Tiny Great Languages: PL/0

This is part 6 from series “Tiny Great Languages”.

Let’s talk about Pascal. It’s the language I first learned many years ago, and it becomes the final one we cover in this series. Well, not the full version of Pascal, but a tiny educational subset defined by the legendary Niklaus Wirth.

Back in 1976 (around the same time most of the languages in this series were born), Wirth wrote a book titled Algorithms + Data Structures = Programs. This was one of the most influential books in computer science, inspiring Anders Hejlsberg to create the famous Turbo Pascal compiler. At the end of the book, there were chapters on language structures and compilers, explaining how to build a compiler with code generation for a small subset of Pascal known as PL/0.

For this post, we’ll keep things simple and build an interpreter for PL/0. It’s the largest code implementation in the series, but it’s also the most conventional one.

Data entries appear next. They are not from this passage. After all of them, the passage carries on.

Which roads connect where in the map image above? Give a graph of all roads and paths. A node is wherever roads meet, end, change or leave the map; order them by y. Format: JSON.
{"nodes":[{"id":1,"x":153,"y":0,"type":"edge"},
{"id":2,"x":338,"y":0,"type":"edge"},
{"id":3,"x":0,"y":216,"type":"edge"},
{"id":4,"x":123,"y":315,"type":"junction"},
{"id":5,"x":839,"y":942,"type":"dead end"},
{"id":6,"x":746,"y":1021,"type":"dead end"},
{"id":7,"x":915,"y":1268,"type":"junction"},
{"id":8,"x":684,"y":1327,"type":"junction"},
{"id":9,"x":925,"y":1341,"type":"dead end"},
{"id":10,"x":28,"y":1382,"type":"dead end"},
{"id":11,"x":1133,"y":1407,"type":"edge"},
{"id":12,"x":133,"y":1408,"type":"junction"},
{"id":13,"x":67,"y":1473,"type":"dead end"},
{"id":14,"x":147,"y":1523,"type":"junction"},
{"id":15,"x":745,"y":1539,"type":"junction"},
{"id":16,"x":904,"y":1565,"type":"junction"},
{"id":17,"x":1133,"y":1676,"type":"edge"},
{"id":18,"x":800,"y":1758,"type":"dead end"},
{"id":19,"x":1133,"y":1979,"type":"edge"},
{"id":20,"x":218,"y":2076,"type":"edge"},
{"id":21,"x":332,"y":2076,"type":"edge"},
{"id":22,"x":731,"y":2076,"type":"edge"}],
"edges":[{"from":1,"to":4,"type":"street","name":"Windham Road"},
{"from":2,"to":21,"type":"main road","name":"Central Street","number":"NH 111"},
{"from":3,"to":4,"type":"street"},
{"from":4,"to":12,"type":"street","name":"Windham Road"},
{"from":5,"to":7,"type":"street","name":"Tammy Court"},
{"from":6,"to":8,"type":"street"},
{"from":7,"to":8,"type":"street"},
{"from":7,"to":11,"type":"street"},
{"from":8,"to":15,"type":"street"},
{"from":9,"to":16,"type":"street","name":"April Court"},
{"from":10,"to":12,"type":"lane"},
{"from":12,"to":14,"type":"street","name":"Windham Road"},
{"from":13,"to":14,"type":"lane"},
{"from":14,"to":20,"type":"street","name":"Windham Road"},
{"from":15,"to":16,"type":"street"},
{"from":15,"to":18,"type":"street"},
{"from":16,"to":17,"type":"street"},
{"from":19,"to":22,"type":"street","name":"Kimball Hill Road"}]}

Here’s what a factorial program in PL/0 looks like:

var n, f;
begin
  n := 10;
  f := 1;
  while n > 0 do
  begin
    f := f * n;
    n := n - 1;
  end;
  ! f
end.

Looks familiar, right? It’s quite similar to Pascal.

Lexer

So far, none of the languages we’ve implemented had a real lexer. We used simple hacks like splitting strings by whitespace or brackets, or treating single characters as tokens.

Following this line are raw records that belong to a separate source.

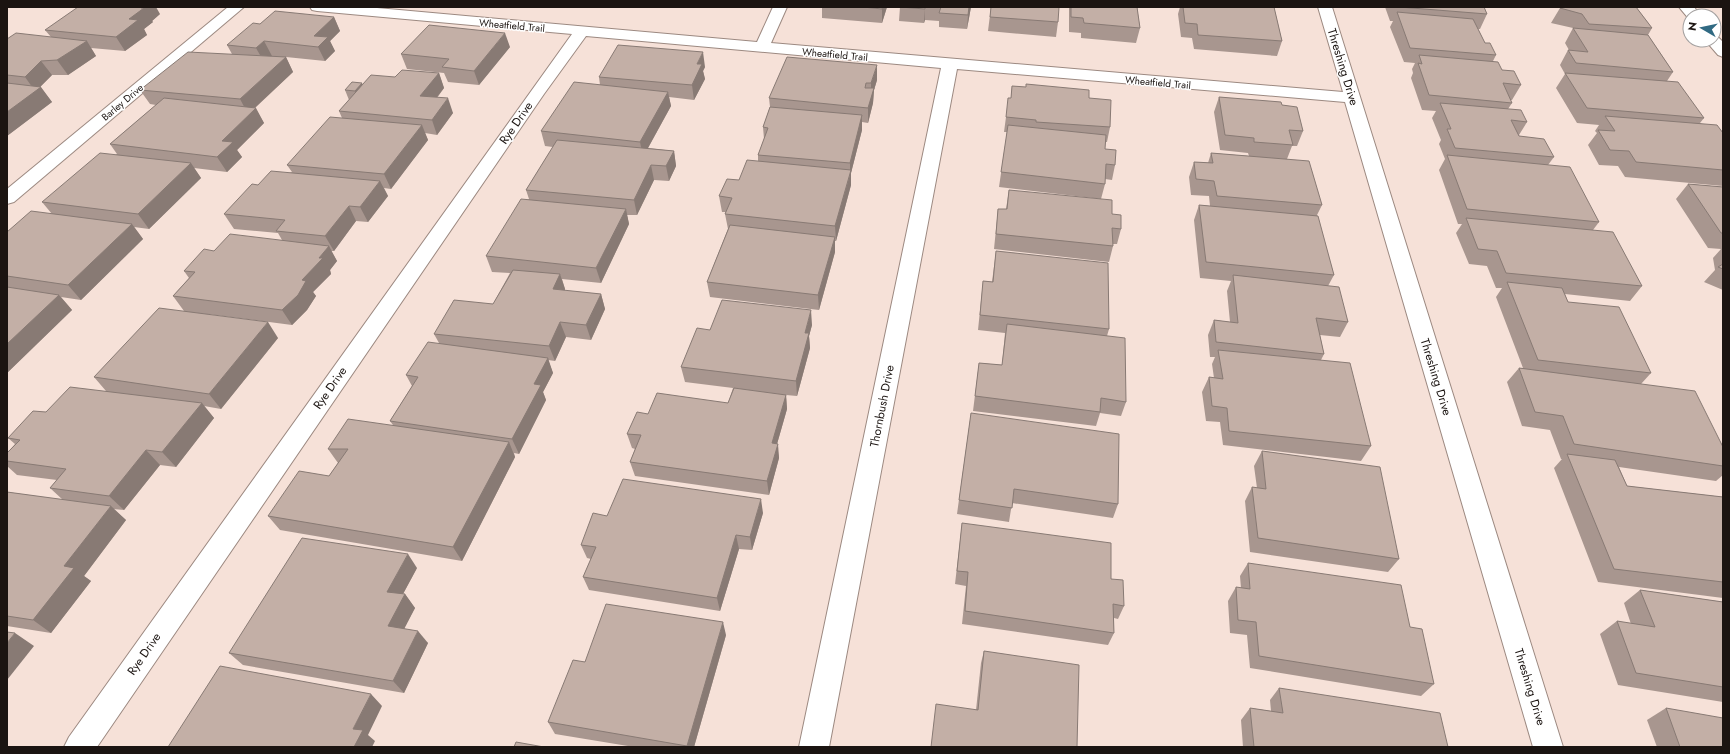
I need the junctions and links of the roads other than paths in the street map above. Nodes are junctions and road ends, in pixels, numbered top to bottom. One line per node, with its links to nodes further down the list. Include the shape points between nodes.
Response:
1 (237, 7): 9 (street, Barley Drive)
2 (318, 7): 5 (street, Wheatfield Trail)
3 (780, 7): 6 (street)
4 (1325, 7): 8 (street, Threshing Drive)
5 (582, 31): 6 (street, Wheatfield Trail); 10 (street, Rye Drive)
6 (762, 47): 7 (street, Wheatfield Trail)
7 (950, 64): 8 (street, Wheatfield Trail); 11 (street, Thornbush Drive)
8 (1352, 98): 12 (street, Threshing Drive)
9 (7, 198)
10 (79, 747)
11 (814, 747)
12 (1548, 747)

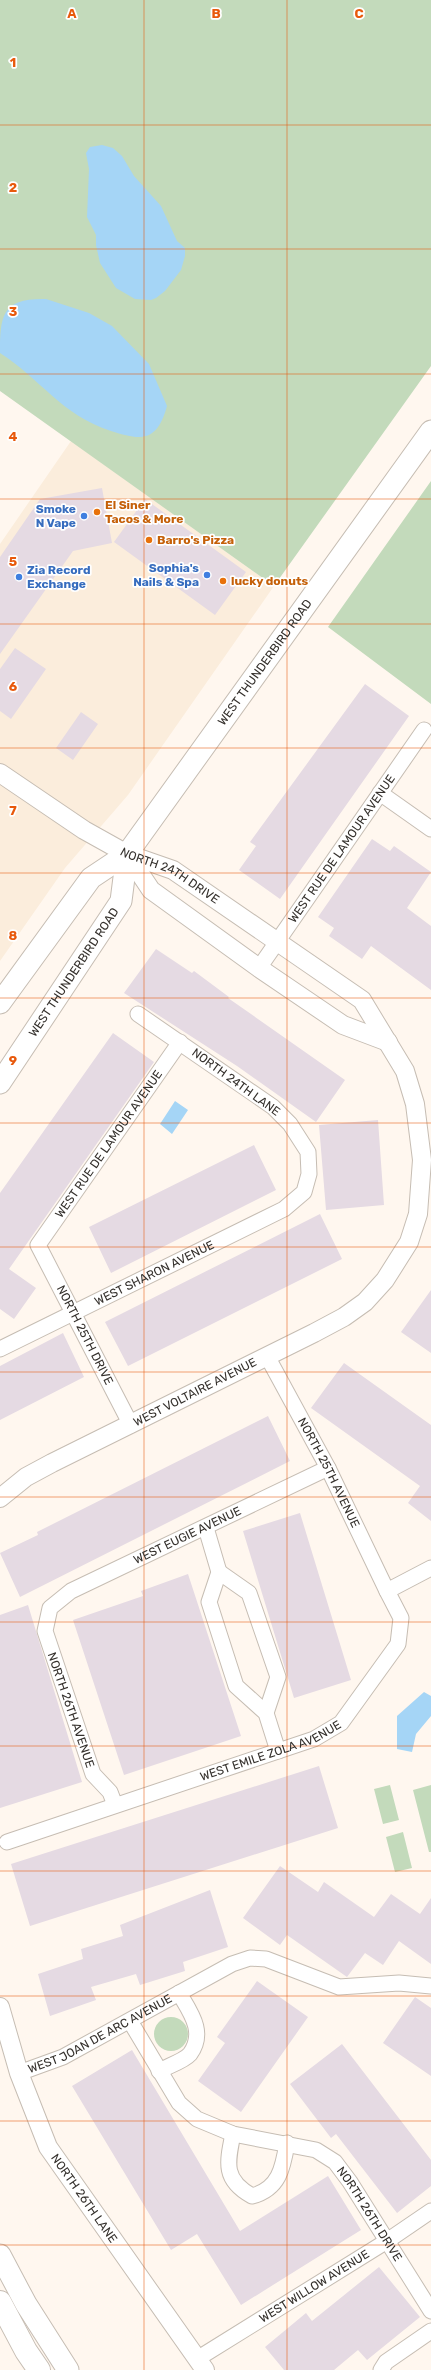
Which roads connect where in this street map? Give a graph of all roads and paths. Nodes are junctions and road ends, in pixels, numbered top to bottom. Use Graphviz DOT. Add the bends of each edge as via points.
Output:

Lexers are crucial for building interpreters and compilers. They transform a stream of bytes into a stream of language tokens, where each token has a type and a value:

# the code:
var n, f;

# becomes:
(keyword, "var")
(ident, "n")
(comma, ",")
(ident, "f")
(semicolon, ";")

In our case, we can cheat a bit by using regular expressions to tokenize the input with minimal code:

def lex(s):
    m = re.match(r"(?P<num>[0-9]+)|(?P<op>[-+*/()<>=])|(?P<ws>\s+)|(?P<kw>begin|end\.|end|if|then|while|do|var|!|\?|call|procedure)|(?P<id>[a-zA-Z]+)|(?P<semi>;)|(?P<asgn>:=)|(?P<comma>,)", s)
    if not m: raise SyntaxError("unexpected character")
    if m.lastgroup == "ws": return lex(s[m.end():])
    return s[:m.end()], m.lastgroup, s[m.end():]

Each call to lex() returns a token value, its type, and the remaining input string:

s = "var n, f;"
while s:
    tok, kind, s = lex(s)
    print(tok, kind)

# Output:
kw var
id n
comma ,
id f
semi ;

Of course, if the language supported more complex tokens (like string literals with escapes or unary operators), we’d need a more sophisticated lexer or even a lexer generator. But for PL/0, this approach will do.

Parser

With the lexer in place, we can now build a syntax tree. In previous languages, we didn’t need a formal syntax tree. Lisp was close, but it didn’t require one because of its “code is data” philosophy. This time, things are different.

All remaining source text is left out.